[PATCH 5/6] xfsdocs: document refcount btree and reflink
Darrick J. Wong
darrick.wong at oracle.com
Fri Mar 4 18:35:38 CST 2016
Document the reference count btree and talk a little bit about how
the reflink feature uses it.
Signed-off-by: Darrick J. Wong <darrick.wong at oracle.com>
---
.../allocation_groups.asciidoc | 20 ++-
.../XFS_Filesystem_Structure/directories.asciidoc | 1
design/XFS_Filesystem_Structure/docinfo.xml | 2
design/XFS_Filesystem_Structure/magic.asciidoc | 1
.../XFS_Filesystem_Structure/ondisk_inode.asciidoc | 25 +++
.../XFS_Filesystem_Structure/refcountbt.asciidoc | 145 ++++++++++++++++++++
design/XFS_Filesystem_Structure/reflink.asciidoc | 40 ++++++
design/XFS_Filesystem_Structure/rmapbt.asciidoc | 1
.../xfs_filesystem_structure.asciidoc | 4 +
9 files changed, 234 insertions(+), 5 deletions(-)
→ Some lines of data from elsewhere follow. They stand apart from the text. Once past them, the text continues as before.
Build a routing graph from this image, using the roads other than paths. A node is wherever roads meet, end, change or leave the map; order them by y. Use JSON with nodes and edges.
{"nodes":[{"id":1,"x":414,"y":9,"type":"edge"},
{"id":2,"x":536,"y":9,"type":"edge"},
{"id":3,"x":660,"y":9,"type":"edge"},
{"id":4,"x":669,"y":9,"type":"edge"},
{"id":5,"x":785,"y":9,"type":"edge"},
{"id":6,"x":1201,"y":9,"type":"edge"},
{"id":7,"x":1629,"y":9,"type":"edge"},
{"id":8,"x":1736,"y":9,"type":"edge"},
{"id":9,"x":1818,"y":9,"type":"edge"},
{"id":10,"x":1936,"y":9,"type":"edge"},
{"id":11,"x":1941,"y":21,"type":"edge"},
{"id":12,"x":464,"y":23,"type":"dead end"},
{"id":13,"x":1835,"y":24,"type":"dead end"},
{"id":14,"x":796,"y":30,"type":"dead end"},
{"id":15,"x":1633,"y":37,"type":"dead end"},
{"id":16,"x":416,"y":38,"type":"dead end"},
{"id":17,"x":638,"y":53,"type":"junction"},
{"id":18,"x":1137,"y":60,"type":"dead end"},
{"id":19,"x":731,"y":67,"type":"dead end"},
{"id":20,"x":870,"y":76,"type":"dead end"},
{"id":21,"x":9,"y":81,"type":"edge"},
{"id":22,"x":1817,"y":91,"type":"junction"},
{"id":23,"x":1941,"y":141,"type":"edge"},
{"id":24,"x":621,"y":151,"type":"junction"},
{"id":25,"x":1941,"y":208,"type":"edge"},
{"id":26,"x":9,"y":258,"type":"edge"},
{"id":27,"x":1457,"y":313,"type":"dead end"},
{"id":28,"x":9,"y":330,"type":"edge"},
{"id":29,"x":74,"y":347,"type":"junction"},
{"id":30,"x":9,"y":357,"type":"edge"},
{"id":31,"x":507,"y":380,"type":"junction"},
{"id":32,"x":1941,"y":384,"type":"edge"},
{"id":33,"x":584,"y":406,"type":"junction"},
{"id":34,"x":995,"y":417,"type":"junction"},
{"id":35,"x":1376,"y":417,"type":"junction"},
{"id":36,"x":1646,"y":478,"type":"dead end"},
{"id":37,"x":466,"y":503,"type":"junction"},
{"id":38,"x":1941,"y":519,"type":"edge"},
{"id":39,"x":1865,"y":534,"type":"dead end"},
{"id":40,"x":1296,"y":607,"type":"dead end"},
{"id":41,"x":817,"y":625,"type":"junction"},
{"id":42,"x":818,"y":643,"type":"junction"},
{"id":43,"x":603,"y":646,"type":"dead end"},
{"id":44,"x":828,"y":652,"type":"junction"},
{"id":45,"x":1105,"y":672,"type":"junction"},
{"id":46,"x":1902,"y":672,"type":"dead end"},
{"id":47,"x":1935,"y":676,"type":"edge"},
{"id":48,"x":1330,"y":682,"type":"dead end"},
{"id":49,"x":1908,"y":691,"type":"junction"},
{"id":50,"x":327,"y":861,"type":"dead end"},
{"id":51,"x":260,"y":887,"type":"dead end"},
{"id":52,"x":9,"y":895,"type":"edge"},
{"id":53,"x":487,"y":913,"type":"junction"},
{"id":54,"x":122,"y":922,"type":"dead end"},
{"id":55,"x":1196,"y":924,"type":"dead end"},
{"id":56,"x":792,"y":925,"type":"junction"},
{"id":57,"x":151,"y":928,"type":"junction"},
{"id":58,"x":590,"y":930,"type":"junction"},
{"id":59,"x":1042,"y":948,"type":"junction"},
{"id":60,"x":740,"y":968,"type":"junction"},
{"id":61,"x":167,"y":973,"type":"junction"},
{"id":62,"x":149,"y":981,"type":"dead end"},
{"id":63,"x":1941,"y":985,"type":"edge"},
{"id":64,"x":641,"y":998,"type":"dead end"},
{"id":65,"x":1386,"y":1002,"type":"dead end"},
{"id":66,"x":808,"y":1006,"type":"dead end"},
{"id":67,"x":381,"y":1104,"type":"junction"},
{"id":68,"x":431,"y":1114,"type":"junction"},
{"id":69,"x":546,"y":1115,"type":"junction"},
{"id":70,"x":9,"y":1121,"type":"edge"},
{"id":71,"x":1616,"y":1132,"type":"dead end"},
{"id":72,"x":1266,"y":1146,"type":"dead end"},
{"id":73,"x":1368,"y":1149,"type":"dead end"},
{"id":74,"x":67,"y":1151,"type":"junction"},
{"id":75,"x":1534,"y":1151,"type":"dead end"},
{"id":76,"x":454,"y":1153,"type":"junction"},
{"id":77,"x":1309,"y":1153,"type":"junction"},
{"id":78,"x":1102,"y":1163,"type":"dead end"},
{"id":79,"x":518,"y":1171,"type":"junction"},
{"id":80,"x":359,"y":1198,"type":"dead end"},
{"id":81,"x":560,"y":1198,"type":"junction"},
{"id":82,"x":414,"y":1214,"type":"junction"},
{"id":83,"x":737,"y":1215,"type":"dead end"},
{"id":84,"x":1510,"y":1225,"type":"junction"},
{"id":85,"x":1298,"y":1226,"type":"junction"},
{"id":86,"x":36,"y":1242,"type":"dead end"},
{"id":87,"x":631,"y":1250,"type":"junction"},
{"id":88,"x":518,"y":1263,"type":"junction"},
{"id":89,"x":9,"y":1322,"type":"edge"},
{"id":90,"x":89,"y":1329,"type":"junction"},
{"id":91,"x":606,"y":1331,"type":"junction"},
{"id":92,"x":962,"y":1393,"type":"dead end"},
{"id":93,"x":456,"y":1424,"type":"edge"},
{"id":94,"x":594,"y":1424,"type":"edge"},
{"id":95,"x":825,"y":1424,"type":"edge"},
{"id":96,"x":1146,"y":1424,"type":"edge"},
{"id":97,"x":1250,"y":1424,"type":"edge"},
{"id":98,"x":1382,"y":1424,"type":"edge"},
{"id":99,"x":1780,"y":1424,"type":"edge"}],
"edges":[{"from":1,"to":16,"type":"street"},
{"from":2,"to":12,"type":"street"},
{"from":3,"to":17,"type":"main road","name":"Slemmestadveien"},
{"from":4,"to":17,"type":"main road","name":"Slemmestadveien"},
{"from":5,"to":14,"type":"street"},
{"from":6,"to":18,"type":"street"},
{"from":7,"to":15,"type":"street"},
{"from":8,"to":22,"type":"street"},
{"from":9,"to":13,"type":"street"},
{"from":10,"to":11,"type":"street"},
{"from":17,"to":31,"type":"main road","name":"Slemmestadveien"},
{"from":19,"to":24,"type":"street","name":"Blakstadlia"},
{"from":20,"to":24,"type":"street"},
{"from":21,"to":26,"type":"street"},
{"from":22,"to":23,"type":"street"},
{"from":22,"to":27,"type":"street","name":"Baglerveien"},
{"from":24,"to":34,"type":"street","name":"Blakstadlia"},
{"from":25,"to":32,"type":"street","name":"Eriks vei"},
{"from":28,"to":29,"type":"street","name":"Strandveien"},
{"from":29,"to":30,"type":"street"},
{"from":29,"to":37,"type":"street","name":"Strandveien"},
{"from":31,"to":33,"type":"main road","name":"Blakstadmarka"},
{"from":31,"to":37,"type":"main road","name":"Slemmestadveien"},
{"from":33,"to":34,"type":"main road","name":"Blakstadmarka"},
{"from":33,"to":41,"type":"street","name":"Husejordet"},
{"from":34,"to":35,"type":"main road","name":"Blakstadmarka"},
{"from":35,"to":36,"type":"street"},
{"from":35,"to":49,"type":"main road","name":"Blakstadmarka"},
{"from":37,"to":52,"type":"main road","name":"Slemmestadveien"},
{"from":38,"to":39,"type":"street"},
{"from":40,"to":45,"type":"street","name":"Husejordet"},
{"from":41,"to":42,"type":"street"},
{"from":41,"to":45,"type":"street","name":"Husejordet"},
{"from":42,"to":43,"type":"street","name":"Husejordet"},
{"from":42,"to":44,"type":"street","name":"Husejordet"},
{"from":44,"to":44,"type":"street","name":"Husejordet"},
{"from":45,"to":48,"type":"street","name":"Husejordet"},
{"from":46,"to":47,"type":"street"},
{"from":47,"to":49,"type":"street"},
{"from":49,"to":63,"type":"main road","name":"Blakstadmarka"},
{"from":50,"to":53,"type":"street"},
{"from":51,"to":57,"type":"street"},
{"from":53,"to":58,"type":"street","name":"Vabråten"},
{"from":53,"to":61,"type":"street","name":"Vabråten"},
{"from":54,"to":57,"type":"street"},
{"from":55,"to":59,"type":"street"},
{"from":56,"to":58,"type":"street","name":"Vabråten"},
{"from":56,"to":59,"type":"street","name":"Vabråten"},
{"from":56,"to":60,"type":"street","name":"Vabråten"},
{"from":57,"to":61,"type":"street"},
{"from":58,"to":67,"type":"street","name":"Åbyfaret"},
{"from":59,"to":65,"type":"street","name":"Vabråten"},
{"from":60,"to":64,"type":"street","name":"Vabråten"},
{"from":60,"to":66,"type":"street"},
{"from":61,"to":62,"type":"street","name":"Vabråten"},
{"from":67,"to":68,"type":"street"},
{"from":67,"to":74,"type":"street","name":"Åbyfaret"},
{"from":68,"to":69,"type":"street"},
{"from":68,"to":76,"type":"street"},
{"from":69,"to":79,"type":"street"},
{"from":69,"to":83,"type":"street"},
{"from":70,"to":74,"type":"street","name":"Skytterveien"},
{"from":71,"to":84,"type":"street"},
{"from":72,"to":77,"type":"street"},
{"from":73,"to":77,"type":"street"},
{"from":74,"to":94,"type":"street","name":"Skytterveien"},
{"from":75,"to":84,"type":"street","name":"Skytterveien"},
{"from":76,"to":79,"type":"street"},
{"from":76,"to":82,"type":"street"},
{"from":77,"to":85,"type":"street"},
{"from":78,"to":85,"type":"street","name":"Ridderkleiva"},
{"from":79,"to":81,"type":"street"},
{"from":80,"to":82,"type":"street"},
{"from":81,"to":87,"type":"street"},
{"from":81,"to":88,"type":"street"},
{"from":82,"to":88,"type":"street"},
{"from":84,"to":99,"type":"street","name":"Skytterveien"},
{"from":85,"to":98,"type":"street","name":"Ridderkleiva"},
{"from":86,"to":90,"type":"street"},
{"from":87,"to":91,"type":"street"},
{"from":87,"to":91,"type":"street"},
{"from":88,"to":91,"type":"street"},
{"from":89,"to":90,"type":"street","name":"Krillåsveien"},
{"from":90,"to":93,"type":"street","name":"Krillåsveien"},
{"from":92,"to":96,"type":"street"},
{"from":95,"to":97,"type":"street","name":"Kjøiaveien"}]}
create mode 100644 design/XFS_Filesystem_Structure/refcountbt.asciidoc
create mode 100644 design/XFS_Filesystem_Structure/reflink.asciidoc
diff --git a/design/XFS_Filesystem_Structure/allocation_groups.asciidoc b/design/XFS_Filesystem_Structure/allocation_groups.asciidoc
index bd2db5c..a6ce76a 100644
--- a/design/XFS_Filesystem_Structure/allocation_groups.asciidoc
+++ b/design/XFS_Filesystem_Structure/allocation_groups.asciidoc
@@ -13,6 +13,7 @@ Each AG has the following characteristics:
* Free space management
* Inode allocation and tracking
* Reverse block-mapping index (optional)
+ * Data block reference count index (optional)
Having multiple AGs allows XFS to handle most operations in parallel without
degrading performance as the number of concurrent accesses increases.
@@ -386,6 +387,12 @@ Reverse mapping B+tree. Each allocation group contains a B+tree containing
records mapping AG blocks to their owners. See the section about
xref:Reconstruction[reconstruction] for more details.
+| +XFS_SB_FEAT_RO_COMPAT_REFLINK+ |
+Reference count B+tree. Each allocation group contains a B+tree to track the
+reference counts of AG blocks. This enables files to share data blocks safely.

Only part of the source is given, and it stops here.